I think it comes down to how I view process. I am almost completely process agnostic as a project manager. I have used agile methods, waterfall methods, weird homegrown methods, and even weirder amalgamations of all three. Even when I’m part of a team that is technically using scrum (for instance), we are not using The One True Scrum Process. We always tweak it. To me, the best process is the one that makes the team happy and productive, and since each team is unique, I guess it doesn’t surprise me that each team eventually settles into its own unique process. One of my most important roles as project manager is to help the team find its best process.

So I read Giles Bowkett’s post and agreed that all of the issues he describes with scrum are real issues. I have also seen teams fall into similar pathologies. I don’t really place the blame for those issues on the process, though. I think those teams would have some manifestation of the same issues no matter what process they used. Sure, the manifestations would be different- there probably wouldn’t be any long, obnoxious meetings in which only the manager gets to sit down, for instance- but there would be some manifestation of the issue of a manager too full of his or her place in the corporate hierarchy and too lacking in respect for the team. There would be no farcical version of planning poker, but there would still be an overbearing dominant team member who shut down dissent from other people. There wouldn’t be meaningless velocity charts, but there would still be managers looking for a concrete measure of progress in the time between asking for a feature and delivery, instead of just taking the team at its word for whether or not they are on track.

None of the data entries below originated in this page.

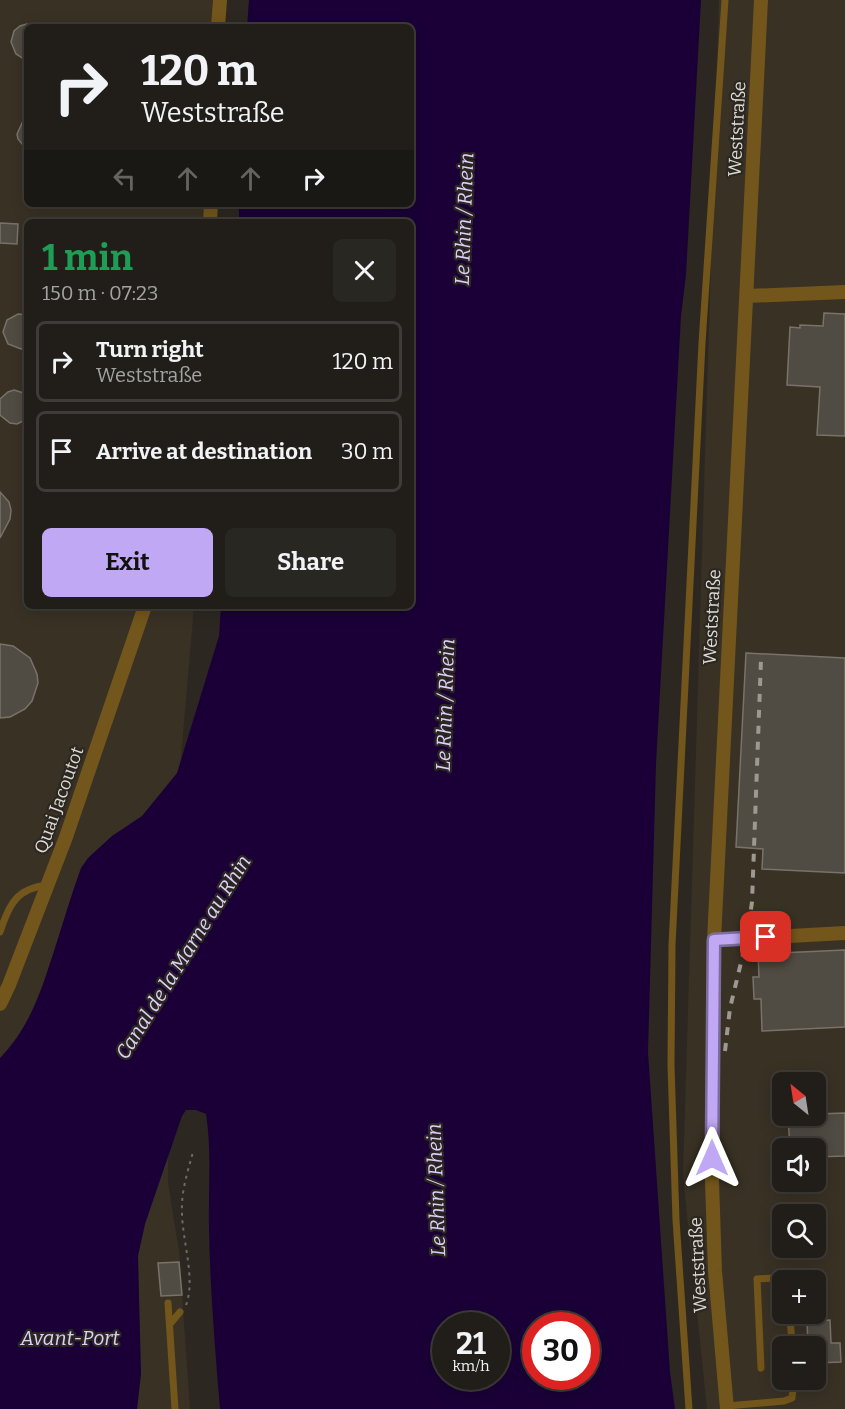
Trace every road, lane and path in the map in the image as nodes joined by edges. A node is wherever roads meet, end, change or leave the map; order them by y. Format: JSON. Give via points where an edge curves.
{"nodes":[{"id":1,"x":219,"y":0,"type":"edge"},
{"id":2,"x":725,"y":0,"type":"edge"},
{"id":3,"x":761,"y":0,"type":"edge"},
{"id":4,"x":218,"y":24,"type":"edge"},
{"id":5,"x":836,"y":290,"type":"edge"},
{"id":6,"x":747,"y":296,"type":"junction"},
{"id":7,"x":144,"y":609,"type":"edge"},
{"id":8,"x":48,"y":885,"type":"junction"},
{"id":9,"x":0,"y":932,"type":"edge"},
{"id":10,"x":845,"y":933,"type":"edge"},
{"id":11,"x":714,"y":940,"type":"junction"},
{"id":12,"x":0,"y":1004,"type":"edge"},
{"id":13,"x":193,"y":1152,"type":"dead end"},
{"id":14,"x":772,"y":1278,"type":"edge"},
{"id":15,"x":168,"y":1303,"type":"dead end"},
{"id":16,"x":180,"y":1312,"type":"joint"},
{"id":17,"x":170,"y":1324,"type":"junction"},
{"id":18,"x":761,"y":1368,"type":"dead end"},
{"id":19,"x":793,"y":1390,"type":"edge"},
{"id":20,"x":727,"y":1407,"type":"edge"},
{"id":21,"x":176,"y":1409,"type":"edge"},
{"id":22,"x":688,"y":1409,"type":"edge"}],
"edges":[{"from":1,"to":4,"type":"street"},
{"from":2,"to":22,"type":"lane","via":[[702,343],[672,945],[676,1220]]},
{"from":3,"to":6,"type":"street","name":"Weststraße"},
{"from":5,"to":6,"type":"street"},
{"from":6,"to":11,"type":"street","name":"Weststraße"},
{"from":7,"to":8,"type":"street","name":"Quai Jacoutot"},
{"from":8,"to":9,"type":"lane","via":[[31,887],[16,896]]},
{"from":8,"to":12,"type":"street","name":"Quai Jacoutot"},
{"from":10,"to":11,"type":"street"},
{"from":11,"to":20,"type":"street","name":"Weststraße","via":[[713,1204]]},
{"from":13,"to":16,"type":"path","via":[[182,1211],[188,1304]]},
{"from":14,"to":18,"type":"lane","via":[[757,1279]]},
{"from":15,"to":17,"type":"lane"},
{"from":16,"to":17,"type":"lane"},
{"from":17,"to":21,"type":"lane"},
{"from":19,"to":20,"type":"lane","via":[[792,1398],[784,1401]]}]}
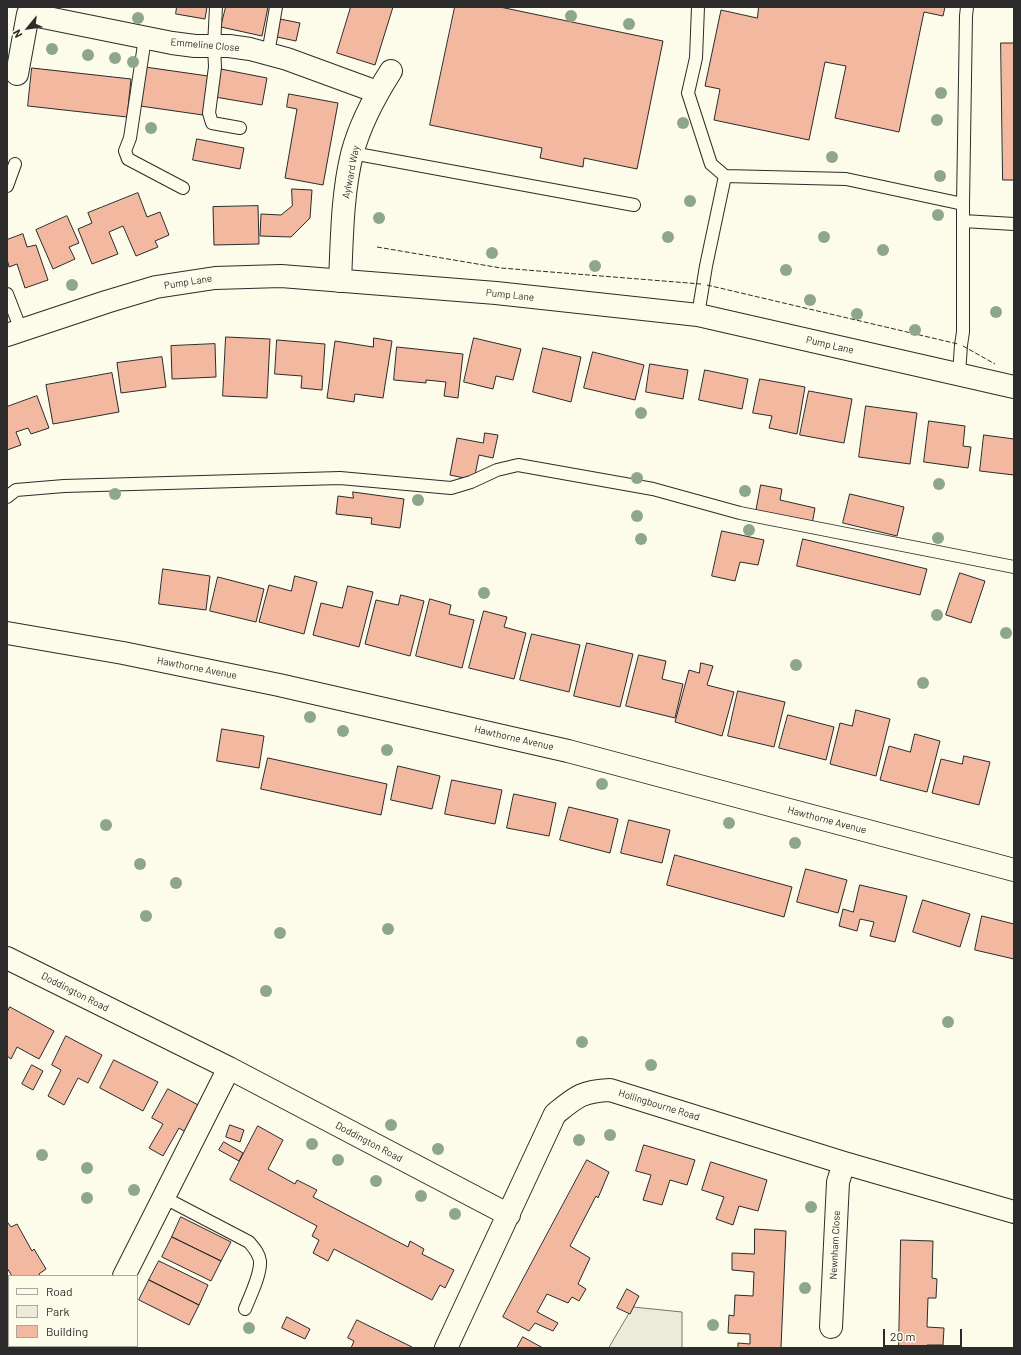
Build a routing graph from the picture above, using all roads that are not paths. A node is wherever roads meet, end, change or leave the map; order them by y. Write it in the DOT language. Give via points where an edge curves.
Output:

In short, I view those issues as problems with management and/or culture, not with the process. The process is just determining how the problems are displayed.

The thing is, doing a good job at management is hard. Fixing a dysfunctional corporate culture is harder still. People want magic solutions. I have yet to find any. I recently had someone ask me for my “top tips for becoming a better manager.” I was a bit flummoxed. Everything I came up with sounds like an empty platitude. Listen to your team. Respect your team. Protect them from corporate politics as much as you can. Facilitate good communication. Try to understand their motivations and understand and respect how events will make them feel, even if your own reaction would be quite different. Don’t agree to impossible timelines. And so on.

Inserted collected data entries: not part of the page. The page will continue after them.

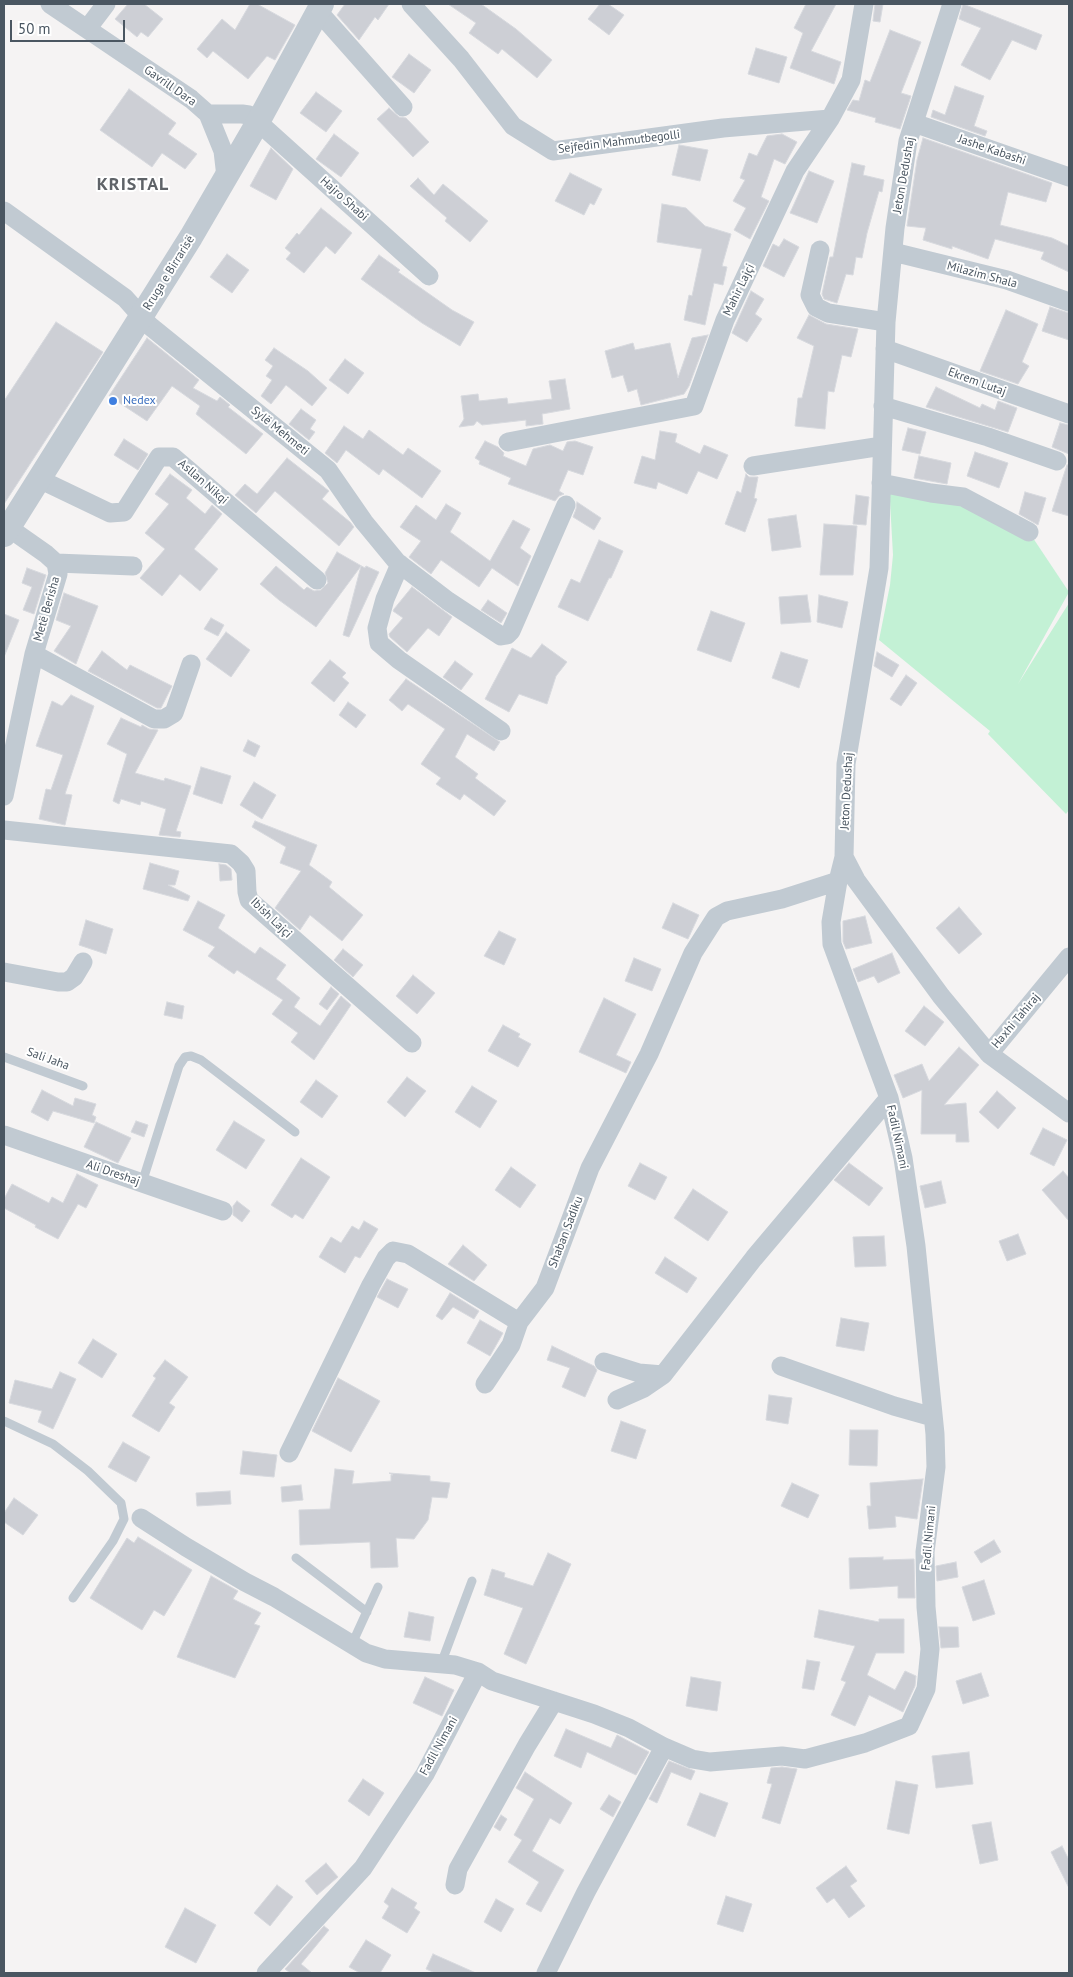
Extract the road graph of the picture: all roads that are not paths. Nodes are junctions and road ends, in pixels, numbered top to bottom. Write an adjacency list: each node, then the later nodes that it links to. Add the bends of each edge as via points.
1 (50, 4): 7 (street, Gavrill Dara)
2 (106, 4): 7 (street)
3 (412, 4): 10 (street, Sejfedin Mahmutbegolli, via 461,59 513,126 553,151 723,128)
4 (864, 4): 10 (street, Mahir Lajçi, via 851,80)
5 (952, 4): 12 (street, Jeton Dedushaj)
6 (320, 8): 8 (street); 11 (street, Rruga e Birrarisë)
7 (87, 29): 9 (street, Gavrill Dara)
8 (403, 107)
9 (208, 114): 11 (street, Gavrill Dara, via 249,115); 13 (street, via 223,152)
10 (830, 119): 25 (street, Mahir Lajçi, via 795,171 729,311 694,406)
11 (258, 122): 13 (street, Rruga e Birrarisë); 18 (street, Hajro Shabi)
12 (914, 123): 14 (street, Jashe Kabashi); 17 (street, Jeton Dedushaj, via 908,141)
13 (226, 177): 20 (street, Rruga e Birrarisë)
14 (1069, 177)
15 (4, 212): 20 (street, Sylë Mehmeti, via 125,298)
16 (820, 250): 21 (street, via 810,295 816,307 828,313)
17 (893, 252): 19 (street, Milazim Shala, via 1007,280); 21 (street, Jeton Dedushaj)
18 (429, 276)
19 (1069, 302)
20 (141, 316): 29 (street, Rruga e Birrarisë); 35 (street, Sylë Mehmeti, via 328,470 364,522)
21 (886, 322): 22 (street, Jeton Dedushaj)
22 (885, 349): 23 (street, Jeton Dedushaj); 24 (street, Ekrem Lutaj)
23 (883, 406): 26 (street, Jeton Dedushaj); 27 (street)
24 (1069, 414)
25 (508, 442)
26 (882, 446): 28 (street); 30 (street, Jeton Dedushaj)
27 (1057, 461)
28 (753, 466)
29 (39, 479): 32 (street, Rruga e Birrarisë); 37 (street, Asllan Nikqi, via 110,513 124,512 159,457 173,456)
30 (881, 482): 33 (street, via 962,497); 43 (street, Jeton Dedushaj, via 879,568 846,764)
31 (566, 505): 35 (street, Sylë Mehmeti, via 507,636 501,636 448,601)
32 (6, 532): 34 (street, Metë Berisha)
33 (1029, 532)
34 (56, 563): 36 (street); 38 (street, Metë Berisha, via 58,574)
35 (400, 564): 40 (street, via 385,599 378,628 379,643)
36 (133, 566)
37 (317, 580)
38 (34, 654): 39 (street, Metë Berisha, via 154,720 174,713); 41 (street, Metë Berisha)
39 (191, 664)
40 (501, 731)
41 (4, 796)
42 (4, 830): 48 (street, Ibish Lajçi, via 231,854 246,871 249,900)
43 (844, 857): 44 (street, Fadil Nimani); 49 (street, Jeton Dedushaj, via 856,880)
44 (838, 881): 52 (street, Fadil Nimani, via 831,922 832,944); 58 (street, Shaban Sadiku, via 727,911 716,917 693,953 649,1054 590,1168 545,1288)
45 (1069, 957): 49 (street, Haxhi Tahiraj)
46 (83, 962): 47 (street, via 74,978 67,982)
47 (4, 972)
48 (412, 1043)
49 (988, 1054): 53 (street, Haxhi Tahiraj)
50 (4, 1057): 51 (lane, Sali Jaha)
51 (83, 1086)
52 (889, 1098): 61 (street, Fadil Nimani, via 754,1258); 64 (street, Fadil Nimani, via 903,1158 916,1246)
53 (1069, 1113)
54 (294, 1132): 56 (lane, via 201,1060 184,1057)
55 (4, 1135): 56 (street, Ali Dreshaj)
56 (142, 1183): 57 (street, Ali Dreshaj)
57 (223, 1211)
58 (519, 1322): 62 (street, Shaban Sadiku, via 511,1345); 66 (street, via 408,1254 393,1251 371,1285)
59 (604, 1362): 61 (street, via 639,1373)
60 (781, 1366): 64 (street)
61 (663, 1376): 63 (street)
62 (485, 1384)
63 (617, 1400)
64 (933, 1417): 77 (street, Fadil Nimani, via 936,1467 925,1552 930,1649 926,1689 909,1726 865,1743 805,1759 782,1756 710,1762)
65 (4, 1421): 71 (lane, via 53,1444 88,1471 121,1504 124,1519 113,1541)
66 (289, 1453)
67 (141, 1518): 73 (street)
68 (296, 1558): 72 (lane)
69 (472, 1581): 74 (lane)
70 (378, 1588): 72 (lane)
71 (73, 1598)
72 (366, 1612): 73 (lane)
73 (352, 1644): 74 (street, via 385,1659)
74 (441, 1664): 75 (street)
75 (478, 1672): 76 (street, Fadil Nimani, via 492,1681); 79 (street, Fadil Nimani, via 425,1774 363,1868)
76 (554, 1701): 77 (street, Fadil Nimani, via 629,1728); 78 (street, via 458,1869)
77 (664, 1748): 80 (street)
78 (455, 1885)
79 (266, 1973)
80 (546, 1973)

Everything I came up with sounds like simple common sense, and in a way, it is just common sense. It is putting these ideas into practice that is the hard part. How do you know if a timeline is impossible? How do you protect the team from politics when one of the team members is embroiled in the latest politics-driven crisis? How do you understand the motivations of someone who responds to everything in a way that truly makes no sense to you?

I have no easy answers for those questions, in part because the best answer will change from company to company, and even from team to team within one company. But if you can’t do these things at least somewhat well it won’t matter what process you pick to manage your projects. No process will hide your failings. The best you can hope for from a process is that it will help you identify your weaknesses and your team’s weaknesses, so that you can work to make them better. The great thing about agile processes is that they all include a mechanism for feedback and a chance to improve. The terrible thing is that most teams ignore these mechanisms, and very few managers or teams want to take the feedback that does make it through and improve. No process in the world can solve that.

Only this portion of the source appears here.